Stored data:
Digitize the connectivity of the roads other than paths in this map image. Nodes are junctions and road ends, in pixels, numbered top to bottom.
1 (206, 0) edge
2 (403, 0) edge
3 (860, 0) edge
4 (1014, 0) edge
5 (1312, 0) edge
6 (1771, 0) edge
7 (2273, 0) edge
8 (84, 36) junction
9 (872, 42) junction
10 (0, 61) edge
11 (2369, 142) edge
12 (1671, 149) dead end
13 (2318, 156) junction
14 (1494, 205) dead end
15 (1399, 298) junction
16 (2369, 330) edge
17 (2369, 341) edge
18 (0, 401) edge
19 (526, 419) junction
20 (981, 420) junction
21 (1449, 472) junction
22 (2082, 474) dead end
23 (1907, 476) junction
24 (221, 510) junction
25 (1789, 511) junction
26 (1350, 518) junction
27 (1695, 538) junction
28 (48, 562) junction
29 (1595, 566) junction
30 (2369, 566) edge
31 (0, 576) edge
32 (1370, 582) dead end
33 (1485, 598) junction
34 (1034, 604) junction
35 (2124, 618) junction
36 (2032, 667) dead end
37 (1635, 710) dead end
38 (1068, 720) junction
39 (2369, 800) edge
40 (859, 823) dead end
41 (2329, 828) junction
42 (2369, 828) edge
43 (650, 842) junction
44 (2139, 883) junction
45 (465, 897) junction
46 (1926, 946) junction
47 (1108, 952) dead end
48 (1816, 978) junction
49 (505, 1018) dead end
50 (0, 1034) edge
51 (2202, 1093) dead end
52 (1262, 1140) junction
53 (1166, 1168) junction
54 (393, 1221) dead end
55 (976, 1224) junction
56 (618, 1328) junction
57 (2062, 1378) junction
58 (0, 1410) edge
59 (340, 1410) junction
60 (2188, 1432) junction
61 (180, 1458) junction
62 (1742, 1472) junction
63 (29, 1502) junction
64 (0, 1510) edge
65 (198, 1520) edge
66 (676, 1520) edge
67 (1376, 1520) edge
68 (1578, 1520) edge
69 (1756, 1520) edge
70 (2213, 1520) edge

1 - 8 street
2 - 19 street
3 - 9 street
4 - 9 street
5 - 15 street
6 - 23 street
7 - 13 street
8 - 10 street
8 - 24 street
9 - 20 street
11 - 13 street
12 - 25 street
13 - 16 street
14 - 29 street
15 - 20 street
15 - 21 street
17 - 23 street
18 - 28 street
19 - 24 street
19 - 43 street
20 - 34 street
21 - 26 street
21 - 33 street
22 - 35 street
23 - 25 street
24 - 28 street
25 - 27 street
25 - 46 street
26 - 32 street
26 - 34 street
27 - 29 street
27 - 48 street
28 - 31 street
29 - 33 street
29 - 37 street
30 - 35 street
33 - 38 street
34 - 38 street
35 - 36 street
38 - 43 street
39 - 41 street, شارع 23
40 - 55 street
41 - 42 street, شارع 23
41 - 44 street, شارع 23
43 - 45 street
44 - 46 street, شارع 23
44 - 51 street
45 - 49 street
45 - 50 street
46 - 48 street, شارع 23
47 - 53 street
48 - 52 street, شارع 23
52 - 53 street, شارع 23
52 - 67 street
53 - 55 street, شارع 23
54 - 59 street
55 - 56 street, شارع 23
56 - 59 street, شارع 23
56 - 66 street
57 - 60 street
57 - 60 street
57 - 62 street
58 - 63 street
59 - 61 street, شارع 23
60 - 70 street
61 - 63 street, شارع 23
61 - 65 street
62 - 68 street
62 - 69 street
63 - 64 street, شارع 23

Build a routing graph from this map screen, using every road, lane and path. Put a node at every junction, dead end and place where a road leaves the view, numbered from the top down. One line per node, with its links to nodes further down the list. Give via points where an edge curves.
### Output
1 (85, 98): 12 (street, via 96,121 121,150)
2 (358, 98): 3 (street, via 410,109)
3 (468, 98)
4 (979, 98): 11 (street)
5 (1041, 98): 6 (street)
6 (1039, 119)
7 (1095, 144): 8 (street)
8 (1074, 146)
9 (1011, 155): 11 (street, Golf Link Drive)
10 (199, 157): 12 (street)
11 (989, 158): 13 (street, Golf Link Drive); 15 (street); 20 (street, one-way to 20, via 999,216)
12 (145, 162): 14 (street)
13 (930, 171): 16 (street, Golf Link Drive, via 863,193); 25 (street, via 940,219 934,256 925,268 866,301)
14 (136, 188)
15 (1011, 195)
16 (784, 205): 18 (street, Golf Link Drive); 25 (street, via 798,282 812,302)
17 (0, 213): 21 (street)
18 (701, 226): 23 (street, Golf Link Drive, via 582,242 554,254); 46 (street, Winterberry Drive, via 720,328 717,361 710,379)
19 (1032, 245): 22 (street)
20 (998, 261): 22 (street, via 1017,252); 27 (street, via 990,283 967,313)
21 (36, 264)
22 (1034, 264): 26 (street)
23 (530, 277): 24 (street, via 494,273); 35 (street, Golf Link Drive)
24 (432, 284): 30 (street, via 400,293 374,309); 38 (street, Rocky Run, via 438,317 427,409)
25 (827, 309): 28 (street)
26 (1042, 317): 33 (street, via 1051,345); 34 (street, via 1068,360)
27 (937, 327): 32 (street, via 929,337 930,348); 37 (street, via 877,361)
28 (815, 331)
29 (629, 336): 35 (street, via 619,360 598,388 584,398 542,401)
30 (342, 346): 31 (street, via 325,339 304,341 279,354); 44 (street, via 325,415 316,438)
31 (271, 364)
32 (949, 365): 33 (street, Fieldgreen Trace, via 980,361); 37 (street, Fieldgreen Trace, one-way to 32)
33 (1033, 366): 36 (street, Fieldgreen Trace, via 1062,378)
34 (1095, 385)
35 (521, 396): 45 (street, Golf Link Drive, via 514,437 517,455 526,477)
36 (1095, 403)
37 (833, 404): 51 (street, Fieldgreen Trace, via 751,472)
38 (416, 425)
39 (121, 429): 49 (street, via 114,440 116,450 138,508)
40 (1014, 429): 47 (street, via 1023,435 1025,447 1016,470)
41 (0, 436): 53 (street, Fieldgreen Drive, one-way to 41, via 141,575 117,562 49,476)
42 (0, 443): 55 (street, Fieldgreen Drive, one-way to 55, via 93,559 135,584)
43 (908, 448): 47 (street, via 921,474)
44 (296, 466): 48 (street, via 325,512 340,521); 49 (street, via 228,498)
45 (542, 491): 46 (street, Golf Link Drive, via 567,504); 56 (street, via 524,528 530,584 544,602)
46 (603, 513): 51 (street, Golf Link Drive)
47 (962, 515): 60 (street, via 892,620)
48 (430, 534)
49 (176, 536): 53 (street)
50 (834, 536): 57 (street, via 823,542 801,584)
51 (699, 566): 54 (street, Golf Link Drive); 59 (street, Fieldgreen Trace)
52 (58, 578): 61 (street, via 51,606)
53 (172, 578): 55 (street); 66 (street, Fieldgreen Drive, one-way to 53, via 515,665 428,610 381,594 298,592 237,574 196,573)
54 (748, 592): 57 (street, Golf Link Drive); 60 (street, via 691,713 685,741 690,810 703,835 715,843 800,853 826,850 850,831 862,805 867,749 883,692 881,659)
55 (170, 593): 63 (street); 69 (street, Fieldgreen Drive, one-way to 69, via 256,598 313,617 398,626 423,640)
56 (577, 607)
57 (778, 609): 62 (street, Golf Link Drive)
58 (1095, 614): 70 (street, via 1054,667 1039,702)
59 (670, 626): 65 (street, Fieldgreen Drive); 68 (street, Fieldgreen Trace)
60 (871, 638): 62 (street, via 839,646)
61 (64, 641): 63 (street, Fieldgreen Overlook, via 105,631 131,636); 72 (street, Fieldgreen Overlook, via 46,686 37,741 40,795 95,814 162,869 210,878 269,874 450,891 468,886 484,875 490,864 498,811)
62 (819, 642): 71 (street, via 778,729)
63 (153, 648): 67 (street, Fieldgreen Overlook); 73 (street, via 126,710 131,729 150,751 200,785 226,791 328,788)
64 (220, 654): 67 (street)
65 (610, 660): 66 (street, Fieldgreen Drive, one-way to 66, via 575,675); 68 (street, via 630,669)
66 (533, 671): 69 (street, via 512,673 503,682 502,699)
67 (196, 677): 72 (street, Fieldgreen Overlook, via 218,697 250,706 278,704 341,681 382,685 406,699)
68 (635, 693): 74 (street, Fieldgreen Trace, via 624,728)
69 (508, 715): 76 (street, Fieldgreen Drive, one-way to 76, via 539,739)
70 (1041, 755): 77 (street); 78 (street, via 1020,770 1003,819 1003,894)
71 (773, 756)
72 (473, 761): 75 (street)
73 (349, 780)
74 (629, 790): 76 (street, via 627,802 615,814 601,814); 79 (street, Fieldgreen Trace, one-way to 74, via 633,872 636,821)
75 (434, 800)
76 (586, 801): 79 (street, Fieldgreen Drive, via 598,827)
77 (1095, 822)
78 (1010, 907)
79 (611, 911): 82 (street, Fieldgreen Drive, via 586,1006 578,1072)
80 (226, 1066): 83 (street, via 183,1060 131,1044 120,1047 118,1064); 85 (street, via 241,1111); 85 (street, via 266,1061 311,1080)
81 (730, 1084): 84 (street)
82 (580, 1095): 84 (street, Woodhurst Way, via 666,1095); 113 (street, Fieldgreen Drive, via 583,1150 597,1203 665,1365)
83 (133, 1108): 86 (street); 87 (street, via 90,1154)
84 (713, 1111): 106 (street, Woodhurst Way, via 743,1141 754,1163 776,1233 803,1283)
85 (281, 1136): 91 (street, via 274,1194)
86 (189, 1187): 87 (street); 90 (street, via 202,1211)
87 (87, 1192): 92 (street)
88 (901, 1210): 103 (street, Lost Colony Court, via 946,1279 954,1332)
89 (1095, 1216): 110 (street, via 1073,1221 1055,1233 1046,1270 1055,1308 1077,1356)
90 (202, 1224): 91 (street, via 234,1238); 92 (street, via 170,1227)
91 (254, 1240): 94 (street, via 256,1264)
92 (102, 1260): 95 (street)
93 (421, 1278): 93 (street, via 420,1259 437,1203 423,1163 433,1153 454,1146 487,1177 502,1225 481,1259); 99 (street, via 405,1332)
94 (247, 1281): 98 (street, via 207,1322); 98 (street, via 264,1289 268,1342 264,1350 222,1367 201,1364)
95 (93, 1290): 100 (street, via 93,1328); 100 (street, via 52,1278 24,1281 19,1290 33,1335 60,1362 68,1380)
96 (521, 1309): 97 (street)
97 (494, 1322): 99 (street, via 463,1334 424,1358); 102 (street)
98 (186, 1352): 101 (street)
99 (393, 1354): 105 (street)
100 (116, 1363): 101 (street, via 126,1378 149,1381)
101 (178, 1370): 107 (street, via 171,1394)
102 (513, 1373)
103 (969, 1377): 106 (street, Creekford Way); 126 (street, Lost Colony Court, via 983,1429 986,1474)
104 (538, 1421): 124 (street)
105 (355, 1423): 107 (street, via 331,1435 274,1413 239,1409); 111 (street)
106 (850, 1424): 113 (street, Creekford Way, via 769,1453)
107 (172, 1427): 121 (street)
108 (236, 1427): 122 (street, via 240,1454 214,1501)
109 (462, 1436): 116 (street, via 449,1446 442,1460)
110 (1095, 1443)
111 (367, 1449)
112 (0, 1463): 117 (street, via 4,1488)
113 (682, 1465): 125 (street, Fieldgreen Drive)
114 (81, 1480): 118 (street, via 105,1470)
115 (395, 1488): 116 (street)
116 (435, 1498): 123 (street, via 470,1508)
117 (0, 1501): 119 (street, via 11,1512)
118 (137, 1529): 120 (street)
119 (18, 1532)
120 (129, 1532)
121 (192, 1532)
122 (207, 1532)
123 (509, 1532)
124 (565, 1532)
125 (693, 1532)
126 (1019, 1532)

• [What the task requires] Go through the data above and copy each line in which "Colony" appears.

• [Task solution]
88 (901, 1210): 103 (street, Lost Colony Court, via 946,1279 954,1332)
103 (969, 1377): 106 (street, Creekford Way); 126 (street, Lost Colony Court, via 983,1429 986,1474)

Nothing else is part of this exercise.